Konashenkov juga mengatakan, 90 persen wilayah Luhansk berada di bawah kendali angkatan bersenjata Rusia. Termasuk pasukan pemberontak dari wilayah Donetsk dan Luhansk yang memisahkan diri di Ukraina.
Dalam pernyataan terpisah, Kepala Pusat Manajemen Pertahanan Nasional Rusia, Mikhail Mizintsev, mengatakan, militer Rusia melakukan negosiasi dengan militer Ukraina di kota Mariupol. Menurut Mizintsev, Kiev mendesak pasukan untuk mengorbankan diri demi kemenangan, dan berjanji mereka akan mendapatkan status "martir Mariupol".
Selain itu, Mizintsev mengatakan, Kiev juga mengatakan 200 ribu warga sipil di Mariupol berfungsi sebagai perisai manusia. Mizintsev secara resmi menghubungi pihak berwenang Kiev tentang pembukaan koridor kemanusiaan. Tetapi permintaan itu ditolak.
"Kami menjamin kehidupan nasionalis yang telah meletakkan senjata mereka dan berjanji untuk menyediakan koridor kemanusiaan untuk jalan keluar mereka ke wilayah yang dikendalikan oleh Kiev. Sebagai tanggapan, kami menerima penolakan dari pejabat tinggi di Kiev" kata Mizintsev.

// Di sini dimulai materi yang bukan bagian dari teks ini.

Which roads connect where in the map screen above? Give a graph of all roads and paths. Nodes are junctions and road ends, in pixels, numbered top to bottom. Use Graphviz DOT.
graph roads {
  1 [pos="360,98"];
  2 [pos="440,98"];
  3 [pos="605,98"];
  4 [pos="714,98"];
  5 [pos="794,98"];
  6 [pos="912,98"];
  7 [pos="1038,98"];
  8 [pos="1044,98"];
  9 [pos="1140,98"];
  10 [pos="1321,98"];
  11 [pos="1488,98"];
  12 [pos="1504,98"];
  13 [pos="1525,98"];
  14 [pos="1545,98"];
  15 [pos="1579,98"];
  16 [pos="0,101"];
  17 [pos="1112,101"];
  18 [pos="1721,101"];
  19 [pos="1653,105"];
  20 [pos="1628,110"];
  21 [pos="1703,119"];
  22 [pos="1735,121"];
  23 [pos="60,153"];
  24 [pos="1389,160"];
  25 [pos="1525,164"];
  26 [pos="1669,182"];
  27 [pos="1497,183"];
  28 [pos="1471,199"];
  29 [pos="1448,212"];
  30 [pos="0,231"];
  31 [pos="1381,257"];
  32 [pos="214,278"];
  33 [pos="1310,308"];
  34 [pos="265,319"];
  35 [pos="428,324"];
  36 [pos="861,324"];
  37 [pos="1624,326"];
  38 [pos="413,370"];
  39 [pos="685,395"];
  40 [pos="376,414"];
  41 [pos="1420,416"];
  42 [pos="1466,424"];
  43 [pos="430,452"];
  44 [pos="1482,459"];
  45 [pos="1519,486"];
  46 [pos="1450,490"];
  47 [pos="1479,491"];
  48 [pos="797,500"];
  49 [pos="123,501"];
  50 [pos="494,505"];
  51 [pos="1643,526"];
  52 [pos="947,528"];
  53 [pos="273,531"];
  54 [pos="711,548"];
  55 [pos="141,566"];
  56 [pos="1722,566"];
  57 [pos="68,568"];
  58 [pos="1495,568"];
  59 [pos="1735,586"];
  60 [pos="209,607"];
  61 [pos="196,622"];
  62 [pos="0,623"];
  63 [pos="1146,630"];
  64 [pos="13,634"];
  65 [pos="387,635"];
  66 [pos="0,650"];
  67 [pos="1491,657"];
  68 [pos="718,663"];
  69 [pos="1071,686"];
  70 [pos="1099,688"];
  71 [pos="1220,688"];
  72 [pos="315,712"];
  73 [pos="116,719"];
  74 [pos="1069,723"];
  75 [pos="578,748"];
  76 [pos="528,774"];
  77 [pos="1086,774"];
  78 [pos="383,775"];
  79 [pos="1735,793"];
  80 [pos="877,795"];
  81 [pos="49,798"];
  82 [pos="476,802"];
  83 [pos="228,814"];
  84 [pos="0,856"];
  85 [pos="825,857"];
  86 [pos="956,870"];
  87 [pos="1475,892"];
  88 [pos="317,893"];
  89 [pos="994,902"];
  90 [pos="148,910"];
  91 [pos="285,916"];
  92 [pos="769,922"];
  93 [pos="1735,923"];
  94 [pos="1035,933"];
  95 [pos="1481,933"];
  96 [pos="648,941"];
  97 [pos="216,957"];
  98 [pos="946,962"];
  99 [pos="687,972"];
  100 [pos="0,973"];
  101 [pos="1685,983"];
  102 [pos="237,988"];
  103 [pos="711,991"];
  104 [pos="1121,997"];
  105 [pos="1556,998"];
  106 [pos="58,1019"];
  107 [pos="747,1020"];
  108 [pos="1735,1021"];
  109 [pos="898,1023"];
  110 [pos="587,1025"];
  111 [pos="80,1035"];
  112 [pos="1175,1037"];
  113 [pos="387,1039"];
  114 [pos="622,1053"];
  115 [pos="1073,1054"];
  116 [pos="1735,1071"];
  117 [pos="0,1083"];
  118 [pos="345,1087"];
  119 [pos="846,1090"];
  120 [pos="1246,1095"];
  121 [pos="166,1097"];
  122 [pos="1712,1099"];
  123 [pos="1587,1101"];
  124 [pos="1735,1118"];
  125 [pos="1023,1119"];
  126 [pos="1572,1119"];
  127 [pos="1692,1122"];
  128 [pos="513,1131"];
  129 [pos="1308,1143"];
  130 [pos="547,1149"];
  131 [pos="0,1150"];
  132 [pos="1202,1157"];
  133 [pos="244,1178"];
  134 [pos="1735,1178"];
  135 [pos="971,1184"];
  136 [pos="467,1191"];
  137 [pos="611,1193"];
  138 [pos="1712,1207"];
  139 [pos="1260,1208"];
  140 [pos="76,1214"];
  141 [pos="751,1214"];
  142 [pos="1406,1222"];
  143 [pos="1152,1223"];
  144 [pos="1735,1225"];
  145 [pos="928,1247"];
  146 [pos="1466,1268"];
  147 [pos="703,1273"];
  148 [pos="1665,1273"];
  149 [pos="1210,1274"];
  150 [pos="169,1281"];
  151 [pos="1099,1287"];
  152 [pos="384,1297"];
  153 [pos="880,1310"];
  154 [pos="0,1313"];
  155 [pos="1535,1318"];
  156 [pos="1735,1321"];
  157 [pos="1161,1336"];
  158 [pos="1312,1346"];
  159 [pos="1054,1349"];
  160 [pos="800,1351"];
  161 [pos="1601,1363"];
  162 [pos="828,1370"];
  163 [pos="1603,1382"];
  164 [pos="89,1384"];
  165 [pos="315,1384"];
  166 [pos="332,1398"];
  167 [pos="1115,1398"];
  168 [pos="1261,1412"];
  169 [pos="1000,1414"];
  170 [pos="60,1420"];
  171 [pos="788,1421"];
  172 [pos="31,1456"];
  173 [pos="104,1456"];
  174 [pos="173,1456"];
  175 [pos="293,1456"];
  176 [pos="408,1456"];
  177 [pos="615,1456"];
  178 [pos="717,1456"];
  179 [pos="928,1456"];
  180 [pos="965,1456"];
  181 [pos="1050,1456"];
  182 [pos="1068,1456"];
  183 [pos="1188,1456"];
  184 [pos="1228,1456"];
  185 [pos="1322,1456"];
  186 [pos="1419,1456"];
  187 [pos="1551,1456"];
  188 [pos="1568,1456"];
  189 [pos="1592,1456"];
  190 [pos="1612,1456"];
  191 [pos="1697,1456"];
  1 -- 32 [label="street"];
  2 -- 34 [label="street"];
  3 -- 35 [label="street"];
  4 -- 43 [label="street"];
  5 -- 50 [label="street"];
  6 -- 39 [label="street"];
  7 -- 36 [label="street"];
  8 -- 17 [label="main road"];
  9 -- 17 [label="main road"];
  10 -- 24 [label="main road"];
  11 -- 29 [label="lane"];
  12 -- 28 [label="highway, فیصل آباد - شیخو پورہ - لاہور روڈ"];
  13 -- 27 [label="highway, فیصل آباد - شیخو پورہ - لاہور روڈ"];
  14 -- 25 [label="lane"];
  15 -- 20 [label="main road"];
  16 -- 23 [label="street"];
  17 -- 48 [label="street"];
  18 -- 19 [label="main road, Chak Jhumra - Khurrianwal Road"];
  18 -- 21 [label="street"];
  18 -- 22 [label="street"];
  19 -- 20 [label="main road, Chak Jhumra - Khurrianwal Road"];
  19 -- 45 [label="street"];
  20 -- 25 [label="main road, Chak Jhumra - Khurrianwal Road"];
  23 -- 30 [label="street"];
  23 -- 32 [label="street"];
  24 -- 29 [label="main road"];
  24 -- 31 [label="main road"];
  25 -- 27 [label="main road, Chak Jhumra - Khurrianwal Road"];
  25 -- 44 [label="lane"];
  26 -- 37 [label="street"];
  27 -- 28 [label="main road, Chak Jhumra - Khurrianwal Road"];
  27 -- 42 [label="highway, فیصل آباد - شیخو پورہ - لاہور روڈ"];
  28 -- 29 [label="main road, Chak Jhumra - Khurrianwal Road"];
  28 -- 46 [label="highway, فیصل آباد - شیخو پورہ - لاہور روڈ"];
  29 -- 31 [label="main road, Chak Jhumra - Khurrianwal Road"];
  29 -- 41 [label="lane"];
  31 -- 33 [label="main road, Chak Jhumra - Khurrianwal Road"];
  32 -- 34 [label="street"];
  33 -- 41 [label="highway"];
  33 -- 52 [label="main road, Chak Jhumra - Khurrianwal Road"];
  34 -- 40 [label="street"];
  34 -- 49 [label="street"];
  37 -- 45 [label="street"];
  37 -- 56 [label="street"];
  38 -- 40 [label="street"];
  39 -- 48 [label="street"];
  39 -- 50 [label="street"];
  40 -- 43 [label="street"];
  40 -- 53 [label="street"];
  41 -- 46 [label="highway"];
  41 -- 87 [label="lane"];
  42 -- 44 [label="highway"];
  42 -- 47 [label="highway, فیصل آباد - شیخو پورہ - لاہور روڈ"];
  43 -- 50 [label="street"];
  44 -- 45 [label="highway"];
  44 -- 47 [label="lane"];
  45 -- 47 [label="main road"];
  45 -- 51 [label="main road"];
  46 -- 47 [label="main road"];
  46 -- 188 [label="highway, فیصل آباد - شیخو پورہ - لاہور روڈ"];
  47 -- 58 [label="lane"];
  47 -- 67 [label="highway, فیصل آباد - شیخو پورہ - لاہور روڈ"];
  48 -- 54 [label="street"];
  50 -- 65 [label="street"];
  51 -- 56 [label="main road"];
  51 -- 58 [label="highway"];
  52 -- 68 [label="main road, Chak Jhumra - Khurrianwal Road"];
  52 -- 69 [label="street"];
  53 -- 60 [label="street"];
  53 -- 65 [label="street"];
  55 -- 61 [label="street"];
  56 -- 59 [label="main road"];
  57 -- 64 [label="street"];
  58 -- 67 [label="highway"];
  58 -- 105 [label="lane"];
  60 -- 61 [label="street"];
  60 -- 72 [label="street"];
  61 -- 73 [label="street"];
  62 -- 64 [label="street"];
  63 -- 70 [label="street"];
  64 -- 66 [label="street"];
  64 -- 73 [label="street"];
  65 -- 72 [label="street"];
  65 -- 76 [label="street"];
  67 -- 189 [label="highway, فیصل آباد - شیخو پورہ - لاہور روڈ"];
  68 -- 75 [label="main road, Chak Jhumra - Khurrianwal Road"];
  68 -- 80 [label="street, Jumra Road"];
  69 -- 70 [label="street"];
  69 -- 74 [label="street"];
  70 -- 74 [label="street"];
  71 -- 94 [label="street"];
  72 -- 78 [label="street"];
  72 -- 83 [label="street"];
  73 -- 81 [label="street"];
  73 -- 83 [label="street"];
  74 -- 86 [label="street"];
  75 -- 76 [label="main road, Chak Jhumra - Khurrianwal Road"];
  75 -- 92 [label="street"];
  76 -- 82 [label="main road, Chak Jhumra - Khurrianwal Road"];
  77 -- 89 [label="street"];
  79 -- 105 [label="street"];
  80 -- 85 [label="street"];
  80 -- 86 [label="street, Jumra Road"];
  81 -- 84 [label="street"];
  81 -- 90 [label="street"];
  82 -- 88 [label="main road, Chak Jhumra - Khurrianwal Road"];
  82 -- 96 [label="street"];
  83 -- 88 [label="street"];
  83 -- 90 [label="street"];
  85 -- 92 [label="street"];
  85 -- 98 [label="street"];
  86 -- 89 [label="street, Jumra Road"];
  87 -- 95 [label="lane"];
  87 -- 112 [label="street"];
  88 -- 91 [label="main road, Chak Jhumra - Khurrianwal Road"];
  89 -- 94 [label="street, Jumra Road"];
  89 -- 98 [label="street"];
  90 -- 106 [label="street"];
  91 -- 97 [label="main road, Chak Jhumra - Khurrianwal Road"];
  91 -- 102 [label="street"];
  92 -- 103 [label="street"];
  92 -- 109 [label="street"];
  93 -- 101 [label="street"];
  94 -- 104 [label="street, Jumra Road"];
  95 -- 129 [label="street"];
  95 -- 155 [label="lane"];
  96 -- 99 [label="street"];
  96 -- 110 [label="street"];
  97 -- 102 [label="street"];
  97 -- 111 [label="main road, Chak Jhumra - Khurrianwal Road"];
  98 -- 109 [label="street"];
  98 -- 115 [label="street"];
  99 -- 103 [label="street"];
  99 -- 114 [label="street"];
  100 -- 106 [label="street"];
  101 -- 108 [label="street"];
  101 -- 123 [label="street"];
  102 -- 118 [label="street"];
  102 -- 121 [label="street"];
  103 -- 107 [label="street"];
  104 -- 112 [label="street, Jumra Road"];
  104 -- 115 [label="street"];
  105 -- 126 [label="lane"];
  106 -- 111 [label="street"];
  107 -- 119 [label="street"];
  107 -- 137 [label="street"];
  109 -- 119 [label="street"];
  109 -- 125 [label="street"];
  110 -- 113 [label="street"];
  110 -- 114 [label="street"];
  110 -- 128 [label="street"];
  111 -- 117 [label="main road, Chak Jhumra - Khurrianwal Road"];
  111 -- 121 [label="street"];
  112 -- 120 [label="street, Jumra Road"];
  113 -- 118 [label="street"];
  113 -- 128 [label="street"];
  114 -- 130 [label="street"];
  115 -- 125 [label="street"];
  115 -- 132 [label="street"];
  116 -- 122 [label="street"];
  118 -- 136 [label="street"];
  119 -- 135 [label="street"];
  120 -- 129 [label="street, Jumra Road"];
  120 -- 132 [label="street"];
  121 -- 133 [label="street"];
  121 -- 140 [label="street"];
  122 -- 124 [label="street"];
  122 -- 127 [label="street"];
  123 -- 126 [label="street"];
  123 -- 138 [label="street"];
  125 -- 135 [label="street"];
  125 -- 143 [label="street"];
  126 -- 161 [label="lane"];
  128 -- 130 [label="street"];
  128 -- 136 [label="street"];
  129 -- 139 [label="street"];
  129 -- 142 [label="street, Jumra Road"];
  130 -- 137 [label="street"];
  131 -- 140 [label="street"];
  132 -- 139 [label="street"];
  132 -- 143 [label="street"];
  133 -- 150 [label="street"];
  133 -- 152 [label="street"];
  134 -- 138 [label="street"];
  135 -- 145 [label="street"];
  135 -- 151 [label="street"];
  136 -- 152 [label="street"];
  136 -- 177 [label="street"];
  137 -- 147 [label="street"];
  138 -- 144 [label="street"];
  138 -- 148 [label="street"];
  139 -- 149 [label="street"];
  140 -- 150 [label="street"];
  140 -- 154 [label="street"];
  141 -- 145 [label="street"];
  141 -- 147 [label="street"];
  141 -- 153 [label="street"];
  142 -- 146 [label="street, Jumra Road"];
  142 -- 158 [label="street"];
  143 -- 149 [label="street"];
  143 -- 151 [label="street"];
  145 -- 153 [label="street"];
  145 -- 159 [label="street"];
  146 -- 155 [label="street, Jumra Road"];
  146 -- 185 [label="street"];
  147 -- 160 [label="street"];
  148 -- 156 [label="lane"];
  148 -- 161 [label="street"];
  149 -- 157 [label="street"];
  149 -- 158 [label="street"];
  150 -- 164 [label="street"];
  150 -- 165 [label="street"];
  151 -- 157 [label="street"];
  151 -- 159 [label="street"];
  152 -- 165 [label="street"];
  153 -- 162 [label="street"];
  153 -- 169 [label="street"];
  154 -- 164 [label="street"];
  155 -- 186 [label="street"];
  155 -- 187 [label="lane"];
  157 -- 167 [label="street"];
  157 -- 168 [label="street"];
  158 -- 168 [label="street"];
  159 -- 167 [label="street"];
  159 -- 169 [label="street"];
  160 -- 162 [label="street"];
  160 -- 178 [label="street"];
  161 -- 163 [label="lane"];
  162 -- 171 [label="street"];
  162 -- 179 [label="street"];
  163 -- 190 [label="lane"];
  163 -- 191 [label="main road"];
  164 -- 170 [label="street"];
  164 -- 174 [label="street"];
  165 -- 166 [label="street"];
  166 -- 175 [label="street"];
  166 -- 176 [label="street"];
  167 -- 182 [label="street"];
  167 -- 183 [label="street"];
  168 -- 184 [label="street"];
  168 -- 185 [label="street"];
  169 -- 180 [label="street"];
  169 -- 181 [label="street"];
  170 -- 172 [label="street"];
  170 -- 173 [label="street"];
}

Mizintsev mengatakan, Ukraina mengklaim bahwa penduduk Mariupol tidak ingin meninggalkan kota ke arah Rusia. Namun pada kenyataannya banyak yang memilih arah itu. Lebih dari 4,5 juta orang Ukraina dan lebih dari 6.000 orang asing saat ini masih terjebak di beberapa kota besar, termasuk ibu kota Kiev, Kharkiv, Chernihiv dan Sumy.
"Nasionalis menahan secara paksa 6.921 warga negara asing dari 23 negara, serta awak tujuh puluh kapal asing yang diblokir di pelabuhan Ukraina," ujar Mizintsev.
Pada Jumat (18/3/2022), sebanyak 181 warga asing dievakuasi tanpa partisipasi dari Ukraina. Mereka di antaranya 32 warga Nigeria, 23 Uzbek, 17 Kazakh, 7 Lebanon, 6 Sri Lanka, empat Pakistan, satu Serbia, satu Tunisia, dan 90 Ukraina.